Из отличий между двумя «движениями» наиболее заметное — это строгая организация и централизация «Нации ислама», ритуализованная и даже бюрократизированная церемония приёма в члены Нации, беспрекословный авторитет Илайджа Мухаммада и его преемников, строго догматическая обрядность, жёсткая дисциплина. Неофит писал на адрес И. Мухаммада в Чикаго заявление по специальной форме на имя Аллаха: «Дорогой Спаситель Аллах! Я дважды или трижды посещал проповедь ислама, проведённую одним из твоих служителей. Я уверовал в Это, и я стал свидетелем того, что нет Бога. кроме Тебя, и что Мухаммад — твой Слуга и Апостол. Я желаю вновь обрести себя. Пожалуйста, дай мне моё настоящее имя. Моё рабское имя нижеследующее: [имя, адрес]».[277]

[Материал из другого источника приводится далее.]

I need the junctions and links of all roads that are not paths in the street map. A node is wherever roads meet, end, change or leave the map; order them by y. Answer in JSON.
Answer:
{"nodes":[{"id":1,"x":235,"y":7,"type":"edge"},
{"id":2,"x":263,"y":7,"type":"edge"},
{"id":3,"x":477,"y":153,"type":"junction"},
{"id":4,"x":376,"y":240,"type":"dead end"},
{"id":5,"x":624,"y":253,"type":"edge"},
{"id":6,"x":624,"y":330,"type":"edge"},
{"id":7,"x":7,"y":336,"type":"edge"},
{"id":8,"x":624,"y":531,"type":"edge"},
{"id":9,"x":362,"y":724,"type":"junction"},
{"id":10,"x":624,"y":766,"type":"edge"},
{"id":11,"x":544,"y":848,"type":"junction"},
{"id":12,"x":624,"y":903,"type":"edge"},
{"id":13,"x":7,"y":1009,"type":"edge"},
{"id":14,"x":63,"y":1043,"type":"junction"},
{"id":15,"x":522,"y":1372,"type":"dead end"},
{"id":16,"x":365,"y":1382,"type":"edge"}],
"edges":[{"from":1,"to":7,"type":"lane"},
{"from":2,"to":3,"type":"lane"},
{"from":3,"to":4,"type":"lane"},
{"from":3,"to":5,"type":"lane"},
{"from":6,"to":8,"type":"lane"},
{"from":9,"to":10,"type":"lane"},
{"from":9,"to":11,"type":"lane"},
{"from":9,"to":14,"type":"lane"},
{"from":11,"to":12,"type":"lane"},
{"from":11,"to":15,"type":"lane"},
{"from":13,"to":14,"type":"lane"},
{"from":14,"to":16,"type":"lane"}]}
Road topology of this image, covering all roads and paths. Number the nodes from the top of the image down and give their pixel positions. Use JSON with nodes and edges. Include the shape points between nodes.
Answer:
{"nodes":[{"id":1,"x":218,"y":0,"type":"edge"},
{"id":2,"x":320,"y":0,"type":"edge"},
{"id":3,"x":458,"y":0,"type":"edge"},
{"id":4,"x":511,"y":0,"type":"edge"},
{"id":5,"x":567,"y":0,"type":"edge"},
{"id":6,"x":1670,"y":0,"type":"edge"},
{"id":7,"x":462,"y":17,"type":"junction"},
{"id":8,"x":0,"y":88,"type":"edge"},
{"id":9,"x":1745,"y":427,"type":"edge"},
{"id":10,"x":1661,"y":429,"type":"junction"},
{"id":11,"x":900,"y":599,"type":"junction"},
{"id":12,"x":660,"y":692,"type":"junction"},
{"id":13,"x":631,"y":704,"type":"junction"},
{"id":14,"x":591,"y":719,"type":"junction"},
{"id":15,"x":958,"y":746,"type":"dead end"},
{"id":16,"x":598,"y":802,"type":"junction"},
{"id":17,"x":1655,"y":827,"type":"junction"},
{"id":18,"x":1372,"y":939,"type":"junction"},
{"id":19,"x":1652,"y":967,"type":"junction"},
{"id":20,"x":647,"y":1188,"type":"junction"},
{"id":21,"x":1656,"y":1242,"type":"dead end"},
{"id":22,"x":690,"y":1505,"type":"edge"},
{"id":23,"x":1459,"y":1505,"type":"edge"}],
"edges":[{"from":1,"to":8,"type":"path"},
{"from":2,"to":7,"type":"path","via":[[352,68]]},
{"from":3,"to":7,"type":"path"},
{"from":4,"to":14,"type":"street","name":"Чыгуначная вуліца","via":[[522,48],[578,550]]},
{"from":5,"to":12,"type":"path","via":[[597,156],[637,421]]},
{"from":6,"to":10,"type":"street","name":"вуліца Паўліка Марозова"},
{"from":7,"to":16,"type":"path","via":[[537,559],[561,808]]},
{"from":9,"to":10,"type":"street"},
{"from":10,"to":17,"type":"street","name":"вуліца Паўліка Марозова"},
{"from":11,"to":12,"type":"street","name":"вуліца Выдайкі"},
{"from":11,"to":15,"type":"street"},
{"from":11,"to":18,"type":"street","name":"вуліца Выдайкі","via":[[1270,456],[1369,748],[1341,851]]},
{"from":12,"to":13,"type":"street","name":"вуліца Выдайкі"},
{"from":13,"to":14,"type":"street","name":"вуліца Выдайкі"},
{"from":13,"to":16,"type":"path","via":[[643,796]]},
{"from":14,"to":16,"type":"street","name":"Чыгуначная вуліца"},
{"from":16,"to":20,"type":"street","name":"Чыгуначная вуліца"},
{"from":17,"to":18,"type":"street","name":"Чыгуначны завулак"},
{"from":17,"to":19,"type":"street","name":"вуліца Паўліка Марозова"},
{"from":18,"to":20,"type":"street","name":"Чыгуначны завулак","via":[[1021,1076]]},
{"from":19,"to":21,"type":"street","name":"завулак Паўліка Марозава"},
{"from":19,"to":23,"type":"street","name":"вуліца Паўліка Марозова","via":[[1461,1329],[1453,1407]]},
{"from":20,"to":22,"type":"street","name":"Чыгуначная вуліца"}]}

В отличие от общинно-коллективистских хозяйственных проектов растафари,[278] «мусульмане» были нацелены на создание «черного капитализма», отличались деловой хваткой и предприимчивостью, в противоположность гедонистическому этосу растафари, этика «мусульман» — это чисто пуританская, веберовская этика упорного труда, отказа от излишеств, самоограничения и накопительства.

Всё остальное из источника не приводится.